§ **Material provided**
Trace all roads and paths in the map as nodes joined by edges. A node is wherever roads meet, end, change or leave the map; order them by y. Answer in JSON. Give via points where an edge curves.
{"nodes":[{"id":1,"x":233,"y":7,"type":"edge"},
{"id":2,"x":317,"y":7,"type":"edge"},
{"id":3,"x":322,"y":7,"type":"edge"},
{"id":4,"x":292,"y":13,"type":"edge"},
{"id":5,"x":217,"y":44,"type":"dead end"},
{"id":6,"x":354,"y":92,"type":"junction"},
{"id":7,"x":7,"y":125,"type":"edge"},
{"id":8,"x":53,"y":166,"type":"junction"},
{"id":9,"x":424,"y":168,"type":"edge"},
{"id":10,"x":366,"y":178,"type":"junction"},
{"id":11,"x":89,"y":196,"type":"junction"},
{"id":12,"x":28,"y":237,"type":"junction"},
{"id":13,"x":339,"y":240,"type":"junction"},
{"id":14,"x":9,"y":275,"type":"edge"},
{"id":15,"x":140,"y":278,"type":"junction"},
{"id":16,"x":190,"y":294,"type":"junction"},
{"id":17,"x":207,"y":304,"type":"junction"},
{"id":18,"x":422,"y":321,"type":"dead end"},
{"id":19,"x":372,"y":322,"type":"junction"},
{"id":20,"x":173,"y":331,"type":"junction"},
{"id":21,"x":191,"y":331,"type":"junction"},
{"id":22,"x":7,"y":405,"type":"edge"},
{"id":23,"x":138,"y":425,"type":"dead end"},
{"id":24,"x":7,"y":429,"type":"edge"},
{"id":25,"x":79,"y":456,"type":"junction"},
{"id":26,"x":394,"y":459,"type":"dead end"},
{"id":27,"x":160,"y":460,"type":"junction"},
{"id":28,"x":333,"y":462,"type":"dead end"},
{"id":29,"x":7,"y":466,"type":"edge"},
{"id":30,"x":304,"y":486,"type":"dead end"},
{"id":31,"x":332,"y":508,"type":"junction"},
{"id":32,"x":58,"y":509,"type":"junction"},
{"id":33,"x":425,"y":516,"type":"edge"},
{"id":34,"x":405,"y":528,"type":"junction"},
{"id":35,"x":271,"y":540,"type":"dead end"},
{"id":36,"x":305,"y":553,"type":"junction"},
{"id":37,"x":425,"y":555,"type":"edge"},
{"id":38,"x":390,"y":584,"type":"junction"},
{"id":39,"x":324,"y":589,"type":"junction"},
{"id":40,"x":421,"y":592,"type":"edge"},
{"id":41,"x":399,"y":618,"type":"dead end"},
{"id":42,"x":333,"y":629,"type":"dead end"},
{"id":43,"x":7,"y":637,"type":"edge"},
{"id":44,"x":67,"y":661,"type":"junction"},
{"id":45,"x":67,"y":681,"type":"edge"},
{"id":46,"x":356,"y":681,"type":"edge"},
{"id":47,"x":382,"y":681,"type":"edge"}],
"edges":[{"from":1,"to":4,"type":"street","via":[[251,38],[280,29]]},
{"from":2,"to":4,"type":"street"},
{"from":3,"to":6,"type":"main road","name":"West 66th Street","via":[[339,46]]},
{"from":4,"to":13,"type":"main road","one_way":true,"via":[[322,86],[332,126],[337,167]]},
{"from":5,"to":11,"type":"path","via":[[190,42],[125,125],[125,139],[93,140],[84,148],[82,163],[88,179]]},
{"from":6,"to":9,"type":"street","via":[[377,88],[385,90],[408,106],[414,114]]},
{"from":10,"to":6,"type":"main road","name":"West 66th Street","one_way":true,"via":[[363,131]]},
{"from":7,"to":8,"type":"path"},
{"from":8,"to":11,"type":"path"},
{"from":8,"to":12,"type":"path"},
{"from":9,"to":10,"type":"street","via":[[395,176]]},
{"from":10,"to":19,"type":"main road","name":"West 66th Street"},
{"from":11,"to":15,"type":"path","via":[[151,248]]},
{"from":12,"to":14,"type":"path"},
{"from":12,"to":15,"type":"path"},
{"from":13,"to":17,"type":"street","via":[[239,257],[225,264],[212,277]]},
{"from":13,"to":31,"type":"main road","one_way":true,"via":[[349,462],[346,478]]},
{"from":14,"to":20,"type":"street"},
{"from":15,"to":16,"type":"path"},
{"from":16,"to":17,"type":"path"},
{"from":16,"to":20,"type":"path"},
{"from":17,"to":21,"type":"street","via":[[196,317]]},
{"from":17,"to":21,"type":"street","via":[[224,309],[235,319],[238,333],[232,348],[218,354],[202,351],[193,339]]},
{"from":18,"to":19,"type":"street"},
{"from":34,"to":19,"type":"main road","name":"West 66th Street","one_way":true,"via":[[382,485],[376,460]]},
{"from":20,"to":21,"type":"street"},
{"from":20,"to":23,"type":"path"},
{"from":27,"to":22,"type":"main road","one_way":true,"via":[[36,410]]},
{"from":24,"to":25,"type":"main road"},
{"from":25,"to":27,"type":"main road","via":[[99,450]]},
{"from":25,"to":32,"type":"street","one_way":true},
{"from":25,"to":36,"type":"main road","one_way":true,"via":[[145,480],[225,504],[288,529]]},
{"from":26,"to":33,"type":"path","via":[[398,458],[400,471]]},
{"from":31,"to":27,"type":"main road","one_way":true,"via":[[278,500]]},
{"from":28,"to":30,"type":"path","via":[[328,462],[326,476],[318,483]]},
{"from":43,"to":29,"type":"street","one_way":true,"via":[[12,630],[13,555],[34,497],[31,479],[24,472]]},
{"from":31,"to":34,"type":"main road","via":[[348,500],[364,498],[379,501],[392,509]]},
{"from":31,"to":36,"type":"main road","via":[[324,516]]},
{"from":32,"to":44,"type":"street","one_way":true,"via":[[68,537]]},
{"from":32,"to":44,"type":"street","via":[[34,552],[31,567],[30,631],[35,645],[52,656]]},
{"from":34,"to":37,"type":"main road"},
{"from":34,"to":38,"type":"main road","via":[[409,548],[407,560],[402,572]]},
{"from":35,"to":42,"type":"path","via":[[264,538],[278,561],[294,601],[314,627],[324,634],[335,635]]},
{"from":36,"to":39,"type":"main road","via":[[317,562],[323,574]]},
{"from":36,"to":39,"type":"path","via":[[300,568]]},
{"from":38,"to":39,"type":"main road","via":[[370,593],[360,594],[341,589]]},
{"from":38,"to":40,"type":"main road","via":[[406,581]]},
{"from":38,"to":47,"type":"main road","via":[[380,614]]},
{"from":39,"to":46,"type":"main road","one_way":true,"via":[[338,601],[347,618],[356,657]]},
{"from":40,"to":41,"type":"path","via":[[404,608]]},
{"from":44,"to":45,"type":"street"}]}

§ **Exercise directions**
Only the data above, repeated exactly, should make up the reply.

§ **Answer below**
Trace all roads and paths in the map as nodes joined by edges. A node is wherever roads meet, end, change or leave the map; order them by y. Answer in JSON. Give via points where an edge curves.
{"nodes":[{"id":1,"x":233,"y":7,"type":"edge"},
{"id":2,"x":317,"y":7,"type":"edge"},
{"id":3,"x":322,"y":7,"type":"edge"},
{"id":4,"x":292,"y":13,"type":"edge"},
{"id":5,"x":217,"y":44,"type":"dead end"},
{"id":6,"x":354,"y":92,"type":"junction"},
{"id":7,"x":7,"y":125,"type":"edge"},
{"id":8,"x":53,"y":166,"type":"junction"},
{"id":9,"x":424,"y":168,"type":"edge"},
{"id":10,"x":366,"y":178,"type":"junction"},
{"id":11,"x":89,"y":196,"type":"junction"},
{"id":12,"x":28,"y":237,"type":"junction"},
{"id":13,"x":339,"y":240,"type":"junction"},
{"id":14,"x":9,"y":275,"type":"edge"},
{"id":15,"x":140,"y":278,"type":"junction"},
{"id":16,"x":190,"y":294,"type":"junction"},
{"id":17,"x":207,"y":304,"type":"junction"},
{"id":18,"x":422,"y":321,"type":"dead end"},
{"id":19,"x":372,"y":322,"type":"junction"},
{"id":20,"x":173,"y":331,"type":"junction"},
{"id":21,"x":191,"y":331,"type":"junction"},
{"id":22,"x":7,"y":405,"type":"edge"},
{"id":23,"x":138,"y":425,"type":"dead end"},
{"id":24,"x":7,"y":429,"type":"edge"},
{"id":25,"x":79,"y":456,"type":"junction"},
{"id":26,"x":394,"y":459,"type":"dead end"},
{"id":27,"x":160,"y":460,"type":"junction"},
{"id":28,"x":333,"y":462,"type":"dead end"},
{"id":29,"x":7,"y":466,"type":"edge"},
{"id":30,"x":304,"y":486,"type":"dead end"},
{"id":31,"x":332,"y":508,"type":"junction"},
{"id":32,"x":58,"y":509,"type":"junction"},
{"id":33,"x":425,"y":516,"type":"edge"},
{"id":34,"x":405,"y":528,"type":"junction"},
{"id":35,"x":271,"y":540,"type":"dead end"},
{"id":36,"x":305,"y":553,"type":"junction"},
{"id":37,"x":425,"y":555,"type":"edge"},
{"id":38,"x":390,"y":584,"type":"junction"},
{"id":39,"x":324,"y":589,"type":"junction"},
{"id":40,"x":421,"y":592,"type":"edge"},
{"id":41,"x":399,"y":618,"type":"dead end"},
{"id":42,"x":333,"y":629,"type":"dead end"},
{"id":43,"x":7,"y":637,"type":"edge"},
{"id":44,"x":67,"y":661,"type":"junction"},
{"id":45,"x":67,"y":681,"type":"edge"},
{"id":46,"x":356,"y":681,"type":"edge"},
{"id":47,"x":382,"y":681,"type":"edge"}],
"edges":[{"from":1,"to":4,"type":"street","via":[[251,38],[280,29]]},
{"from":2,"to":4,"type":"street"},
{"from":3,"to":6,"type":"main road","name":"West 66th Street","via":[[339,46]]},
{"from":4,"to":13,"type":"main road","one_way":true,"via":[[322,86],[332,126],[337,167]]},
{"from":5,"to":11,"type":"path","via":[[190,42],[125,125],[125,139],[93,140],[84,148],[82,163],[88,179]]},
{"from":6,"to":9,"type":"street","via":[[377,88],[385,90],[408,106],[414,114]]},
{"from":10,"to":6,"type":"main road","name":"West 66th Street","one_way":true,"via":[[363,131]]},
{"from":7,"to":8,"type":"path"},
{"from":8,"to":11,"type":"path"},
{"from":8,"to":12,"type":"path"},
{"from":9,"to":10,"type":"street","via":[[395,176]]},
{"from":10,"to":19,"type":"main road","name":"West 66th Street"},
{"from":11,"to":15,"type":"path","via":[[151,248]]},
{"from":12,"to":14,"type":"path"},
{"from":12,"to":15,"type":"path"},
{"from":13,"to":17,"type":"street","via":[[239,257],[225,264],[212,277]]},
{"from":13,"to":31,"type":"main road","one_way":true,"via":[[349,462],[346,478]]},
{"from":14,"to":20,"type":"street"},
{"from":15,"to":16,"type":"path"},
{"from":16,"to":17,"type":"path"},
{"from":16,"to":20,"type":"path"},
{"from":17,"to":21,"type":"street","via":[[196,317]]},
{"from":17,"to":21,"type":"street","via":[[224,309],[235,319],[238,333],[232,348],[218,354],[202,351],[193,339]]},
{"from":18,"to":19,"type":"street"},
{"from":34,"to":19,"type":"main road","name":"West 66th Street","one_way":true,"via":[[382,485],[376,460]]},
{"from":20,"to":21,"type":"street"},
{"from":20,"to":23,"type":"path"},
{"from":27,"to":22,"type":"main road","one_way":true,"via":[[36,410]]},
{"from":24,"to":25,"type":"main road"},
{"from":25,"to":27,"type":"main road","via":[[99,450]]},
{"from":25,"to":32,"type":"street","one_way":true},
{"from":25,"to":36,"type":"main road","one_way":true,"via":[[145,480],[225,504],[288,529]]},
{"from":26,"to":33,"type":"path","via":[[398,458],[400,471]]},
{"from":31,"to":27,"type":"main road","one_way":true,"via":[[278,500]]},
{"from":28,"to":30,"type":"path","via":[[328,462],[326,476],[318,483]]},
{"from":43,"to":29,"type":"street","one_way":true,"via":[[12,630],[13,555],[34,497],[31,479],[24,472]]},
{"from":31,"to":34,"type":"main road","via":[[348,500],[364,498],[379,501],[392,509]]},
{"from":31,"to":36,"type":"main road","via":[[324,516]]},
{"from":32,"to":44,"type":"street","one_way":true,"via":[[68,537]]},
{"from":32,"to":44,"type":"street","via":[[34,552],[31,567],[30,631],[35,645],[52,656]]},
{"from":34,"to":37,"type":"main road"},
{"from":34,"to":38,"type":"main road","via":[[409,548],[407,560],[402,572]]},
{"from":35,"to":42,"type":"path","via":[[264,538],[278,561],[294,601],[314,627],[324,634],[335,635]]},
{"from":36,"to":39,"type":"main road","via":[[317,562],[323,574]]},
{"from":36,"to":39,"type":"path","via":[[300,568]]},
{"from":38,"to":39,"type":"main road","via":[[370,593],[360,594],[341,589]]},
{"from":38,"to":40,"type":"main road","via":[[406,581]]},
{"from":38,"to":47,"type":"main road","via":[[380,614]]},
{"from":39,"to":46,"type":"main road","one_way":true,"via":[[338,601],[347,618],[356,657]]},
{"from":40,"to":41,"type":"path","via":[[404,608]]},
{"from":44,"to":45,"type":"street"}]}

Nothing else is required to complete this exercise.